BAFF-Tg mice reaching 1 year of age develop glomerulonephritis (12). To determine whether TNF deficiency protected against disease, we examined kidneys from TNF^-/- BAFF-Tg mice and control mice for signs of kidney disease (Fig. 3B). At 12 mo of age, the kidneys of BAFF-Tg mice had advanced tissue damage, with abnormal glomeruli showing clear signs of global mesangial proliferation and obliteration of capillary lumina (Fig. 3B). Kidneys of 12-mo-old TNF^-/- BAFF-Tg mice showed similar abnormalities as in BAFF-Tg mice (Fig. 3B). We also detected Ig deposits in the glomeruli of both BAFF-Tg and TNF^-/- BAFF-Tg by immunofluorescent staining with FITC-labeled anti-mouse Ig Abs (data not shown). Therefore, progression of nephritis in BAFF-Tg mice is independent of TNF. SS-like features were also detected in BAFF-Tg mice (17), and were characterized by acinar cell atrophy in structures lining ducts. Salivary ducts were abnormal in the salivary glands of both BAFF-Tg and TNF^-/- BAFF-Tg mice (Fig. 3C).

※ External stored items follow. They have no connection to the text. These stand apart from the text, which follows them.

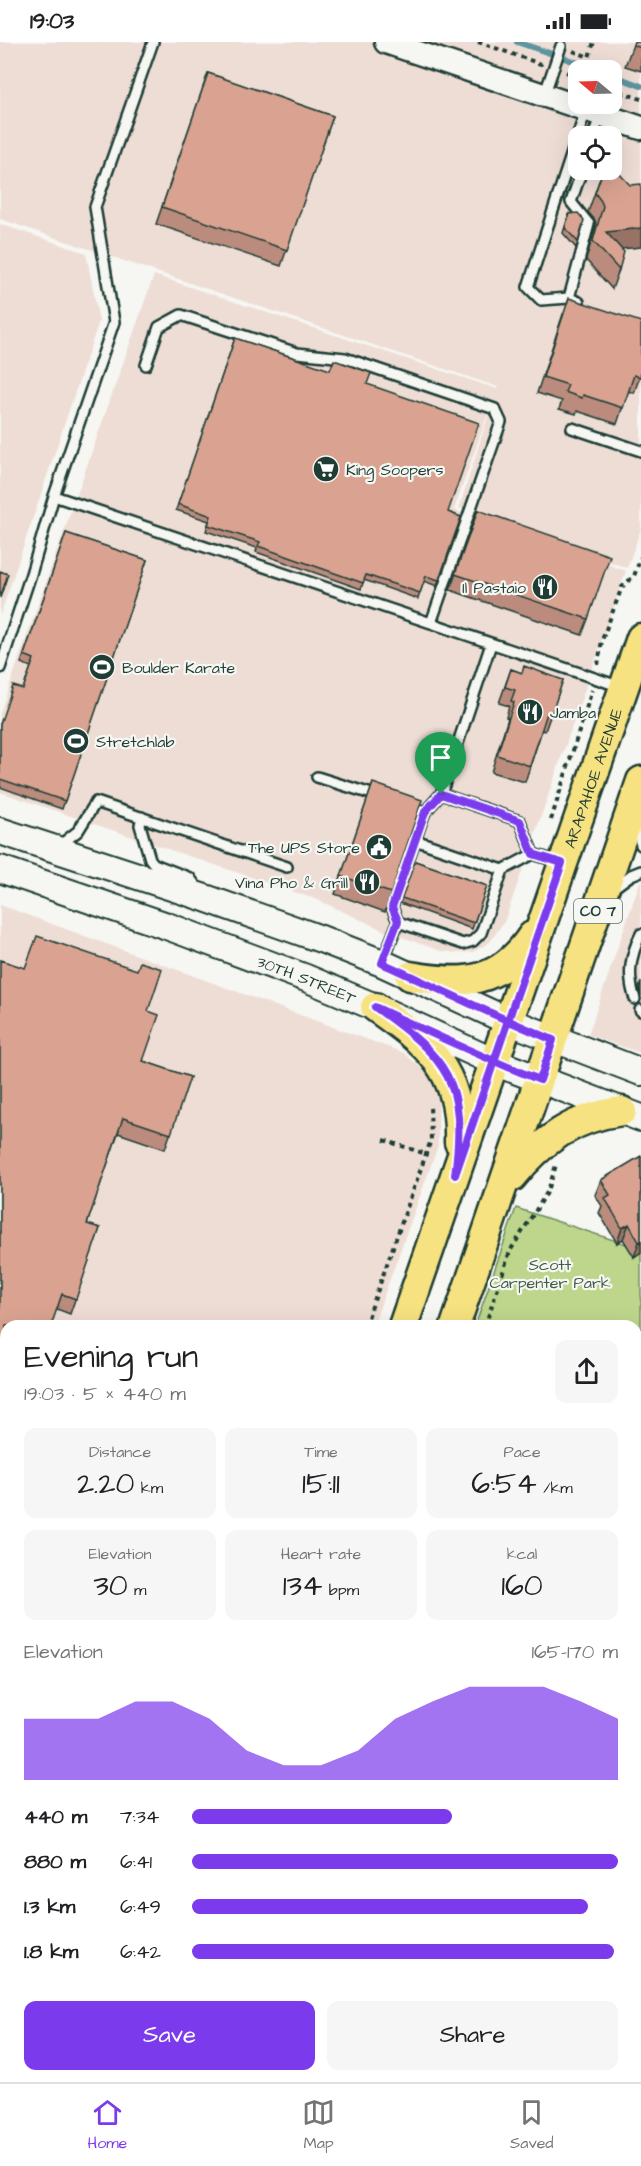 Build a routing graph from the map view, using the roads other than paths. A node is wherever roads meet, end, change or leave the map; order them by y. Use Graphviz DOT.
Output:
graph roads {
  1 [pos="153,42"];
  2 [pos="386,42"];
  3 [pos="561,46"];
  4 [pos="544,96"];
  5 [pos="568,104"];
  6 [pos="593,114"];
  7 [pos="600,114"];
  8 [pos="641,128"];
  9 [pos="579,180"];
  10 [pos="569,298"];
  11 [pos="590,305"];
  12 [pos="146,365"];
  13 [pos="572,428"];
  14 [pos="641,451"];
  15 [pos="54,496"];
  16 [pos="431,623"];
  17 [pos="641,638"];
  18 [pos="491,644"];
  19 [pos="0,668"];
  20 [pos="623,688"];
  21 [pos="317,777"];
  22 [pos="641,782"];
  23 [pos="441,794"];
  24 [pos="425,812"];
  25 [pos="631,812"];
  26 [pos="142,817"];
  27 [pos="0,831"];
  28 [pos="415,840"];
  29 [pos="641,844"];
  30 [pos="55,849"];
  31 [pos="533,854"];
  32 [pos="562,863"];
  33 [pos="287,867"];
  34 [pos="0,869"];
  35 [pos="503,870"];
  36 [pos="641,871"];
  37 [pos="0,879"];
  38 [pos="36,881"];
  39 [pos="603,896"];
  40 [pos="205,898"];
  41 [pos="398,921"];
  42 [pos="542,922"];
  43 [pos="641,934"];
  44 [pos="382,963"];
  45 [pos="410,976"];
  46 [pos="635,999"];
  47 [pos="375,1007"];
  48 [pos="508,1021"];
  49 [pos="553,1040"];
  50 [pos="494,1062"];
  51 [pos="641,1072"];
  52 [pos="540,1080"];
  53 [pos="632,1114"];
  54 [pos="455,1175"];
  55 [pos="502,1187"];
  56 [pos="405,1320"];
  57 [pos="457,1320"];
  1 -- 15 [label="lane"];
  2 -- 4 [label="street"];
  3 -- 4 [label="lane"];
  4 -- 5 [label="street"];
  6 -- 10 [label="lane"];
  7 -- 8 [label="street"];
  9 -- 10 [label="lane"];
  10 -- 11 [label="lane"];
  12 -- 16 [label="lane"];
  13 -- 14 [label="lane"];
  15 -- 16 [label="lane"];
  15 -- 19 [label="lane"];
  16 -- 18 [label="lane"];
  17 -- 20 [label="main road, ARAPAHOE AVENUE / CO 7"];
  18 -- 20 [label="lane"];
  18 -- 23 [label="lane"];
  20 -- 32 [label="main road, ARAPAHOE AVENUE / CO 7"];
  21 -- 24 [label="lane"];
  22 -- 25 [label="main road, CO 7"];
  23 -- 24 [label="lane"];
  23 -- 31 [label="lane"];
  24 -- 28 [label="lane"];
  25 -- 29 [label="lane"];
  25 -- 39 [label="main road, CO 7"];
  26 -- 30 [label="lane"];
  26 -- 33 [label="lane"];
  26 -- 40 [label="lane"];
  27 -- 30 [label="main road"];
  28 -- 35 [label="lane"];
  28 -- 41 [label="lane"];
  30 -- 40 [label="main road"];
  31 -- 32 [label="lane"];
  31 -- 35 [label="lane"];
  32 -- 42 [label="main road, ARAPAHOE AVENUE / CO 7"];
  34 -- 38 [label="main road, 30TH STREET"];
  35 -- 41 [label="lane"];
  36 -- 39 [label="lane"];
  37 -- 38 [label="main road"];
  38 -- 47 [label="main road, 30TH STREET"];
  39 -- 49 [label="main road, CO 7"];
  40 -- 44 [label="main road"];
  41 -- 44 [label="lane"];
  42 -- 45 [label="main road"];
  42 -- 48 [label="main road, ARAPAHOE AVENUE / CO 7"];
  43 -- 46 [label="lane"];
  44 -- 45 [label="main road"];
  45 -- 48 [label="main road"];
  47 -- 50 [label="main road, 30TH STREET"];
  47 -- 54 [label="main road"];
  48 -- 49 [label="main road"];
  48 -- 50 [label="main road, ARAPAHOE AVENUE / CO 7"];
  49 -- 51 [label="main road"];
  49 -- 52 [label="main road, CO 7"];
  50 -- 52 [label="main road, 30TH STREET"];
  50 -- 54 [label="main road, ARAPAHOE AVENUE / CO 7"];
  52 -- 53 [label="main road, 30TH STREET"];
  52 -- 55 [label="main road, CO 7"];
  53 -- 55 [label="main road"];
  54 -- 56 [label="main road, ARAPAHOE AVENUE / CO 7"];
  55 -- 57 [label="main road, CO 7"];
} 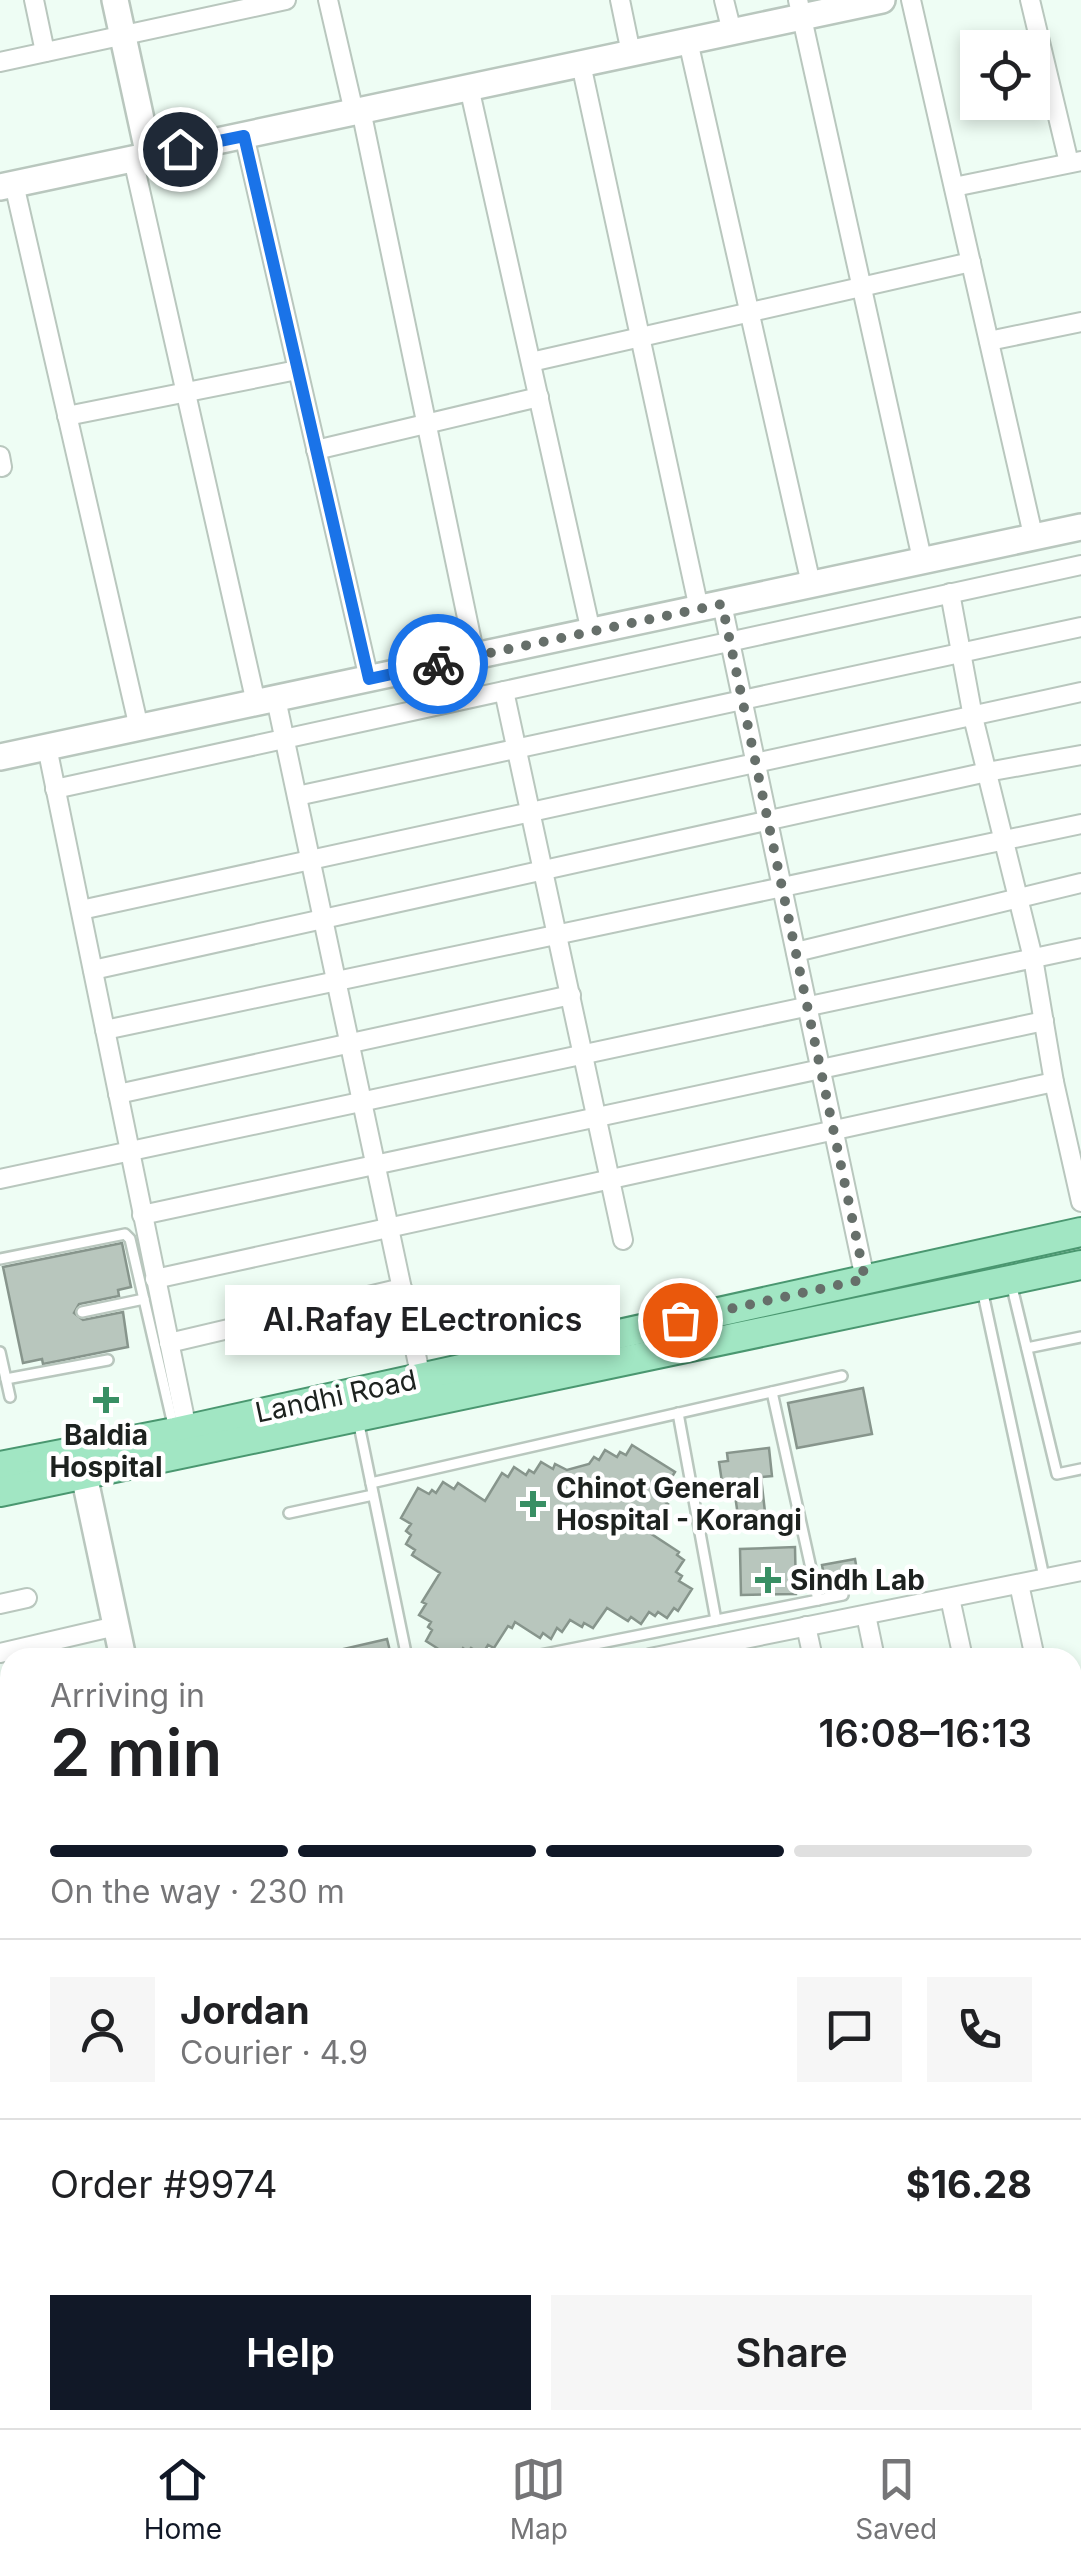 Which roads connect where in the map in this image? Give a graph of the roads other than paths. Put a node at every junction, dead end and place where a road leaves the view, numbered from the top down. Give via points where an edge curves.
1 (34, 0) edge
2 (115, 0) edge
3 (286, 0) edge
4 (328, 0) edge
5 (620, 0) edge
6 (724, 0) edge
7 (880, 0) edge
8 (911, 0) edge
9 (1030, 0) edge
10 (212, 8) edge
11 (800, 8) edge
12 (732, 32) junction
13 (124, 36) junction
14 (688, 41) junction
15 (45, 52) junction
16 (631, 53) junction
17 (0, 62) edge
18 (580, 64) junction
19 (470, 88) junction
20 (357, 111) junction
21 (244, 136) junction
22 (141, 157) junction
23 (1075, 162) edge
24 (7, 186) edge
25 (954, 188) junction
26 (971, 262) junction
27 (861, 287) junction
28 (750, 312) junction
29 (1081, 322) edge
30 (640, 337) junction
31 (989, 341) junction
32 (531, 362) junction
33 (298, 370) junction
34 (186, 392) junction
35 (539, 397) junction
36 (67, 416) junction
37 (426, 424) junction
38 (316, 450) junction
39 (1081, 526) edge
40 (1033, 535) junction
41 (922, 560) junction
42 (1081, 565) edge
43 (811, 584) junction
44 (950, 594) junction
45 (711, 606) junction
46 (1081, 627) edge
47 (591, 632) junction
48 (730, 642) junction
49 (961, 652) junction
50 (475, 656) junction
51 (369, 679) junction
52 (504, 691) junction
53 (1081, 692) edge
54 (743, 700) junction
55 (266, 701) junction
56 (973, 717) junction
57 (138, 728) junction
58 (284, 739) junction
59 (47, 748) junction
60 (516, 750) junction
61 (1081, 755) edge
62 (0, 758) edge
63 (756, 764) junction
64 (987, 772) junction
65 (55, 788) junction
66 (297, 796) junction
67 (530, 813) junction
68 (768, 821) junction
69 (1081, 824) edge
70 (1004, 839) junction
71 (310, 860) junction
72 (544, 870) junction
73 (1081, 883) edge
74 (782, 886) junction
75 (1018, 896) junction
76 (80, 910) junction
77 (323, 920) junction
78 (559, 934) junction
79 (1081, 948) edge
80 (796, 952) junction
81 (1033, 958) junction
82 (93, 970) junction
83 (336, 981) junction
84 (571, 995) junction
85 (808, 1007) junction
86 (1044, 1021) junction
87 (105, 1030) junction
88 (350, 1044) junction
89 (583, 1054) junction
90 (821, 1070) junction
91 (1054, 1082) junction
92 (118, 1094) junction
93 (362, 1100) junction
94 (597, 1118) junction
95 (834, 1130) junction
96 (129, 1151) junction
97 (376, 1165) junction
98 (0, 1179) edge
99 (610, 1180) junction
100 (1081, 1202) edge
101 (142, 1215) junction
102 (389, 1228) junction
103 (1081, 1232) edge
104 (624, 1240) dead end
105 (0, 1259) edge
106 (1081, 1265) edge
107 (865, 1279) junction
108 (156, 1280) junction
109 (1010, 1280) junction
110 (982, 1287) junction
111 (402, 1288) junction
112 (144, 1299) junction
113 (82, 1312) dead end
114 (1081, 1337) edge
115 (169, 1343) junction
116 (1027, 1348) junction
117 (0, 1352) edge
118 (108, 1360) dead end
119 (842, 1376) dead end
120 (421, 1378) junction
121 (6, 1379) junction
122 (171, 1387) junction
123 (772, 1392) junction
124 (10, 1396) dead end
125 (354, 1405) junction
126 (678, 1414) junction
127 (181, 1430) junction
128 (0, 1466) edge
129 (1081, 1469) edge
130 (84, 1475) junction
131 (371, 1483) junction
132 (0, 1492) edge
133 (373, 1495) junction
134 (288, 1513) dead end
135 (1081, 1571) edge
136 (1044, 1578) junction
137 (1019, 1584) junction
138 (843, 1595) dead end
139 (27, 1598) dead end
140 (950, 1598) junction
141 (818, 1600) junction
142 (0, 1604) edge
143 (866, 1614) junction
144 (716, 1620) junction
145 (116, 1626) junction
146 (806, 1626) junction
147 (21, 1648) edge
148 (121, 1648) edge
149 (405, 1648) edge
150 (575, 1648) edge
151 (734, 1648) edge
152 (812, 1648) edge
153 (873, 1648) edge
154 (960, 1648) edge
155 (1032, 1648) edge

1 - 15 street
2 - 13 street
3 - 10 street
4 - 20 street
5 - 16 street
6 - 12 street
7 - 11 street
8 - 25 street
9 - 23 street
10 - 13 street
11 - 12 street
11 - 27 street
12 - 14 street
13 - 15 street
13 - 22 street
14 - 16 street
14 - 28 street
15 - 17 street
16 - 18 street
18 - 19 street
18 - 30 street
19 - 20 street
19 - 32 street
20 - 21 street
20 - 37 street
21 - 22 street
21 - 33 street
22 - 24 street
22 - 34 street
23 - 25 street
24 - 36 street
25 - 26 street
26 - 27 street
26 - 31 street
27 - 28 street
27 - 41 street
28 - 30 street
28 - 43 street
29 - 31 street
30 - 32 street
30 - 45 street
31 - 40 street
32 - 35 street
33 - 34 street
33 - 38 street
34 - 36 street
34 - 55 street
35 - 37 street
35 - 47 street
36 - 57 street
37 - 38 street
37 - 50 street
38 - 51 street
39 - 40 street
40 - 41 street
41 - 43 street
42 - 44 street
43 - 45 street
44 - 48 street
44 - 49 street
45 - 47 street
45 - 48 street
46 - 49 street
47 - 50 street
48 - 52 street
48 - 54 street
49 - 54 street
49 - 56 street
50 - 51 street
51 - 55 street
52 - 58 street
52 - 60 street
53 - 56 street
54 - 60 street
54 - 63 street
55 - 57 street
55 - 58 street
56 - 63 street
56 - 64 street
57 - 59 street
58 - 65 street
58 - 66 street
59 - 62 street
59 - 65 street
60 - 66 street
60 - 67 street
61 - 64 street
63 - 67 street
63 - 68 street
64 - 68 street
64 - 70 street
65 - 76 street
66 - 71 street
67 - 71 street
67 - 72 street
68 - 72 street
68 - 74 street
69 - 70 street
70 - 74 street
70 - 75 street
71 - 76 street
71 - 77 street
72 - 77 street
72 - 78 street
73 - 75 street
74 - 78 street
74 - 80 street
75 - 80 street
75 - 81 street
76 - 82 street
77 - 82 street
77 - 83 street
78 - 83 street
78 - 84 street
79 - 81 street
80 - 85 street
81 - 85 street
81 - 86 street
82 - 87 street
83 - 87 street
83 - 88 street
84 - 88 street
84 - 89 street
85 - 89 street
85 - 90 street
86 - 90 street
86 - 91 street
87 - 92 street
88 - 92 street
88 - 93 street
89 - 93 street
89 - 94 street
90 - 94 street
90 - 95 street
91 - 95 street
91 - 100 street
92 - 96 street
93 - 96 street
93 - 97 street
94 - 97 street
94 - 99 street
95 - 99 street
95 - 107 street
96 - 98 street
96 - 101 street
97 - 101 street
97 - 102 street
99 - 102 street
99 - 104 street
101 - 108 street
102 - 108 street
102 - 111 street
103 - 107 main road, Landhi Road
105 - 112 lane via 125,1234
106 - 109 main road, Landhi Road
107 - 120 main road, Landhi Road
108 - 115 street
109 - 110 main road, Landhi Road
109 - 116 lane
110 - 125 main road, Landhi Road
110 - 136 lane
111 - 115 street
111 - 120 street
112 - 113 lane
112 - 122 lane
114 - 116 lane
115 - 122 street
116 - 129 lane via 1058,1474
117 - 121 lane
118 - 121 lane
119 - 123 lane
120 - 125 main road, Landhi Road
121 - 124 lane
122 - 127 street
123 - 126 lane
123 - 141 lane
125 - 127 main road, Landhi Road
125 - 130 main road, Landhi Road
125 - 131 lane
126 - 131 lane
126 - 144 lane
127 - 128 main road, Landhi Road
130 - 132 main road, Landhi Road
130 - 145 street
131 - 133 lane
133 - 134 lane
133 - 149 lane
135 - 136 street
136 - 137 street
137 - 140 street
137 - 155 street
138 - 141 lane
139 - 142 street
140 - 143 street
140 - 154 street
141 - 144 lane
143 - 146 street
143 - 153 street
144 - 150 lane
145 - 147 street
145 - 148 street
146 - 151 street
146 - 152 street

Lymphomas in TNF^-/- BAFF-Tg mice

BAFF is a factor that promotes survival of B lymphoma cells (20, 21). Moreover, we previously showed that the occasional aged BAFF-Tg mouse developed lymphoid masses due to B cell hyperplasia (17). However, tumor-like masses in BAFF-Tg mice were a rare event, 0.03% in heterozygous BAFF-Tg mice (data not shown) and 2.9% in homozygous BAFF-Tg mice (Table I). In contrast, >35% of TNF^-/- BAFF-Tg mice at 12 mo of age had developed very large lymphoid masses at various locations, most frequently in cervical LN, mesenteric LN (MLN), inguinal LN, and the small intestine (Table I and Fig. 4, A–C). Fig. 4B shows a cervical lymphoid mass from a TNF^-/- BAFF-Tg mouse, compared with the usual enlarged cervical LN found in a BAFF-Tg mouse. We also observed a lesion of the small intestine in TNF^-/- BAFF-Tg mice (Fig. 4C) that distended the intestinal wall, and histological analysis showed a complete invasion and destruction of the mucosa by lymphoid cells (Fig. 4D), predominantly by B220⁺ cells (data not shown). These features were those of an invasive extranodal mucosal-associated lymphoid tissue-like lymphoma, associated with lymphoepithelial lesions (53).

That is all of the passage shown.